■ **ENTRIES PROVIDED**:

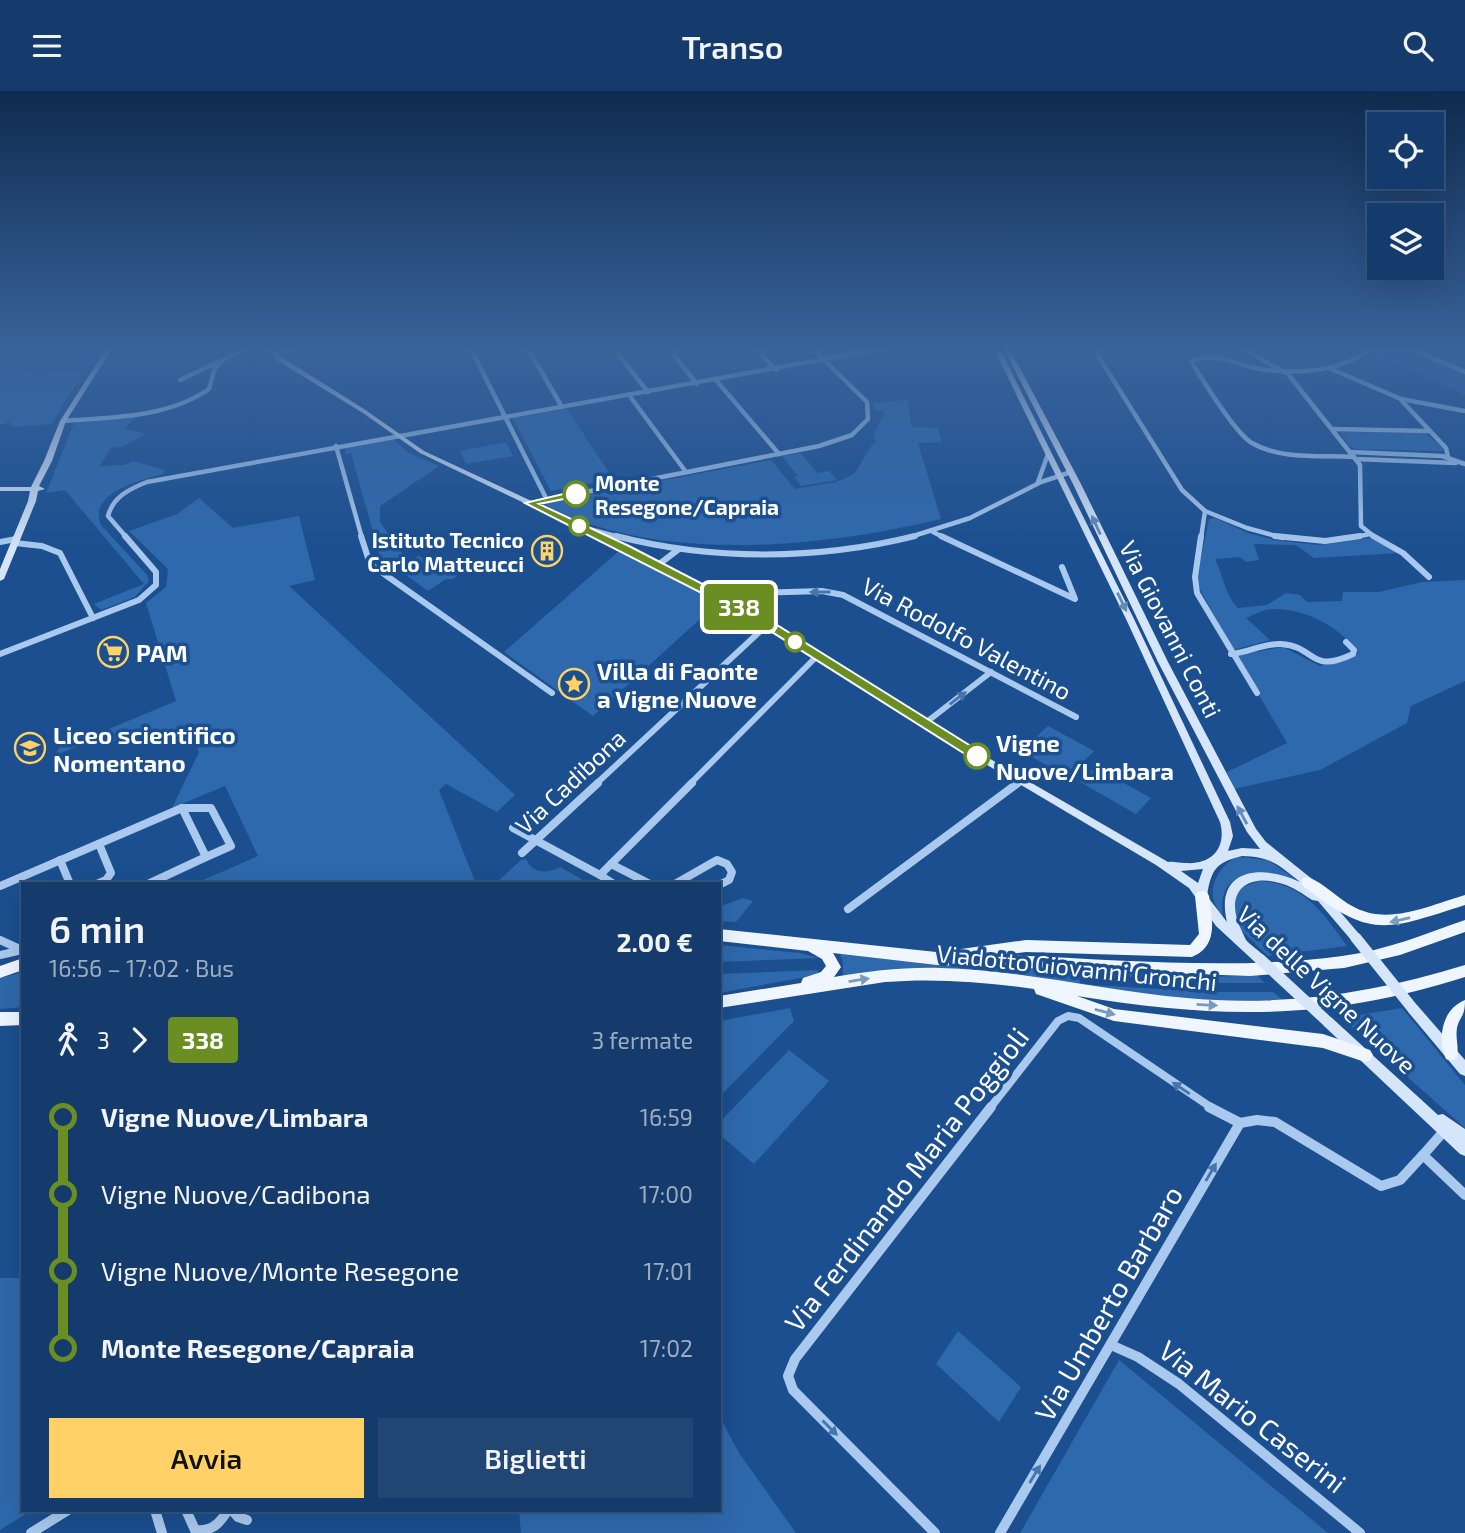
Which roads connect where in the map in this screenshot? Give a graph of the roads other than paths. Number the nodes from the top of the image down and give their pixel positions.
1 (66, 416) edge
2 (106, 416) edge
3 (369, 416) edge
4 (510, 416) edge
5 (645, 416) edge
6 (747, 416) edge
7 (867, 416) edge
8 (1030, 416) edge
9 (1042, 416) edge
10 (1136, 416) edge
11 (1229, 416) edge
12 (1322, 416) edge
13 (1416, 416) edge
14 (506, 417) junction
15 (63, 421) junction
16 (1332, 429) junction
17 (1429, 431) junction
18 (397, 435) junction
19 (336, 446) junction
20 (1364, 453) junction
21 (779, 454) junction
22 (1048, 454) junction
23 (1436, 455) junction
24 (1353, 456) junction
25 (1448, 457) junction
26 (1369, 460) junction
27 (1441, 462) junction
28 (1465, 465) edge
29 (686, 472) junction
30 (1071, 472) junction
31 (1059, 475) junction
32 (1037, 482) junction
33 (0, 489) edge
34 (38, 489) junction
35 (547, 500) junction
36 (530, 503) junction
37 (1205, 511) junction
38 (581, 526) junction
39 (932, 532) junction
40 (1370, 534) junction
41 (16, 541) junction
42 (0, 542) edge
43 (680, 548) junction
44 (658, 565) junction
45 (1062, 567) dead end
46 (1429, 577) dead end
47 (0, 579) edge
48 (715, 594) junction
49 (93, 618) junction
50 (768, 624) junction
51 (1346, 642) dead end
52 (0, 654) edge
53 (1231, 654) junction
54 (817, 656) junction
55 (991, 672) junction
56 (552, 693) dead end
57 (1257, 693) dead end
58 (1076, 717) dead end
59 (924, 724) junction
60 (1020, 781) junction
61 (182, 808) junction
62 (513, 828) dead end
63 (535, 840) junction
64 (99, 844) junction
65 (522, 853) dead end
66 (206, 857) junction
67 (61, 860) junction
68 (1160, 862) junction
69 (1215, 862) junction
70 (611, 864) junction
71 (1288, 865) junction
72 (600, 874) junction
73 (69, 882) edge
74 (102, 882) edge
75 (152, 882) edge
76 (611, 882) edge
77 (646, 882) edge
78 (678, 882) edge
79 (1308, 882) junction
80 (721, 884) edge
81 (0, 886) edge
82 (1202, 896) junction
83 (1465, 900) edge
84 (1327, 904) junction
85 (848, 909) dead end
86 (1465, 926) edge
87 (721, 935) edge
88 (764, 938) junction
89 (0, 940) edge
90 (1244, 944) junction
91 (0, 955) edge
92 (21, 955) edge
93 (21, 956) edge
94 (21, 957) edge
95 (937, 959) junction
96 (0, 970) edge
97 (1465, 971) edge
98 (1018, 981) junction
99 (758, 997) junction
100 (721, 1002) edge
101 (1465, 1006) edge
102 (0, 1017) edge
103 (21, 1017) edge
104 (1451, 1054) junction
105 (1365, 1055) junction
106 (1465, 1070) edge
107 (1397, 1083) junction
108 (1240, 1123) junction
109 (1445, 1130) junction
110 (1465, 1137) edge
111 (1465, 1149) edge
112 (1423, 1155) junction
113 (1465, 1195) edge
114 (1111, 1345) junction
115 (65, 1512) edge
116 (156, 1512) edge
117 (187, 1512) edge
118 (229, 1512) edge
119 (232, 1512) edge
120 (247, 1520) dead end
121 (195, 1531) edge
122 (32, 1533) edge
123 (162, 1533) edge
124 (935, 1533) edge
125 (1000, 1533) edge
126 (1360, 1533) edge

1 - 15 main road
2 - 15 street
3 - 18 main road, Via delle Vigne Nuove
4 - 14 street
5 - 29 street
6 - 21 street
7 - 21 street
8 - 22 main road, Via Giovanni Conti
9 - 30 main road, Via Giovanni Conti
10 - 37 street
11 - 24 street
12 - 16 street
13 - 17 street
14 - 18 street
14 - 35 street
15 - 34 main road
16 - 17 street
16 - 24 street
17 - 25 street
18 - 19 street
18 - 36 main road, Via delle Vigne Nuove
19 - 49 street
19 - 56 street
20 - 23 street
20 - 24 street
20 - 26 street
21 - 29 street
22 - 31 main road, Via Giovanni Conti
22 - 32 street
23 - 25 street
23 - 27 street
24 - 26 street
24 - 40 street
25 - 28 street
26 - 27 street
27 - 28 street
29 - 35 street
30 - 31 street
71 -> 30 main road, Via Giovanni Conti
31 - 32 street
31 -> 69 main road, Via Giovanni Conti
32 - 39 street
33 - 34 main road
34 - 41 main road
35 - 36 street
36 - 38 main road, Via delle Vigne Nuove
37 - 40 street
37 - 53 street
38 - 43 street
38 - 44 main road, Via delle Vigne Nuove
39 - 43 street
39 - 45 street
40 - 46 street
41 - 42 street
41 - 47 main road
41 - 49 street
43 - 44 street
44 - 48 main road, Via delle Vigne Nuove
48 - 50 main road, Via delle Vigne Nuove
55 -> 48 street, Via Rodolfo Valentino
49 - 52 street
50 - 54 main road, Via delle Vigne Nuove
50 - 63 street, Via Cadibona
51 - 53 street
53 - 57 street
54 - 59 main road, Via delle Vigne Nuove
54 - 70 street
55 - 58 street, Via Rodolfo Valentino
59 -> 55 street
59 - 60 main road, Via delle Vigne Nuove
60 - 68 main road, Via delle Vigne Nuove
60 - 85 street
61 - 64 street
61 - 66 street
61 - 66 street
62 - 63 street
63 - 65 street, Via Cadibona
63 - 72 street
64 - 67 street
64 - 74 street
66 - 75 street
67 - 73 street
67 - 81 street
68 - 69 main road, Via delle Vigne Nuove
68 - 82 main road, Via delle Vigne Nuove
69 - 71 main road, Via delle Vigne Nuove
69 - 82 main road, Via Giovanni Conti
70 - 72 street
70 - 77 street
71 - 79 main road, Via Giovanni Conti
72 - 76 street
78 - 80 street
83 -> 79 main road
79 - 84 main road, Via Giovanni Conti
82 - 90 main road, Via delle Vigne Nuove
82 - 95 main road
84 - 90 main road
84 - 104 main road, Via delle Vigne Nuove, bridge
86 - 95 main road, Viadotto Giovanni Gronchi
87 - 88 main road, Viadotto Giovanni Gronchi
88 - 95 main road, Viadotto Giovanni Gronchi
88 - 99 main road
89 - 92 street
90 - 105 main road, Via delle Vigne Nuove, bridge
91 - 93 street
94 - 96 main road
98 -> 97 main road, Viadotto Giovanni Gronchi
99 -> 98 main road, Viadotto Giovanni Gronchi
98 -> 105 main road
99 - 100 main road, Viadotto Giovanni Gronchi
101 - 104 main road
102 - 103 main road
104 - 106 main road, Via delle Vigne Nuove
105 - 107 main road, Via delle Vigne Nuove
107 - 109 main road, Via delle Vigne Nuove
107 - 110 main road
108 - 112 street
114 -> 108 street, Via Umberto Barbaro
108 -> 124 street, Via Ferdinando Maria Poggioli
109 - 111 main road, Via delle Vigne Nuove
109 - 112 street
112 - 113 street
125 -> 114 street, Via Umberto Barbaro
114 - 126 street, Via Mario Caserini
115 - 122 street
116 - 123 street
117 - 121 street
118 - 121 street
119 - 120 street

■ **PROBLEM TO SOLVE**: Pull every line with the word "Barbaro" from the data.

■ **YOUR RESPONSE**:
114 -> 108 street, Via Umberto Barbaro
125 -> 114 street, Via Umberto Barbaro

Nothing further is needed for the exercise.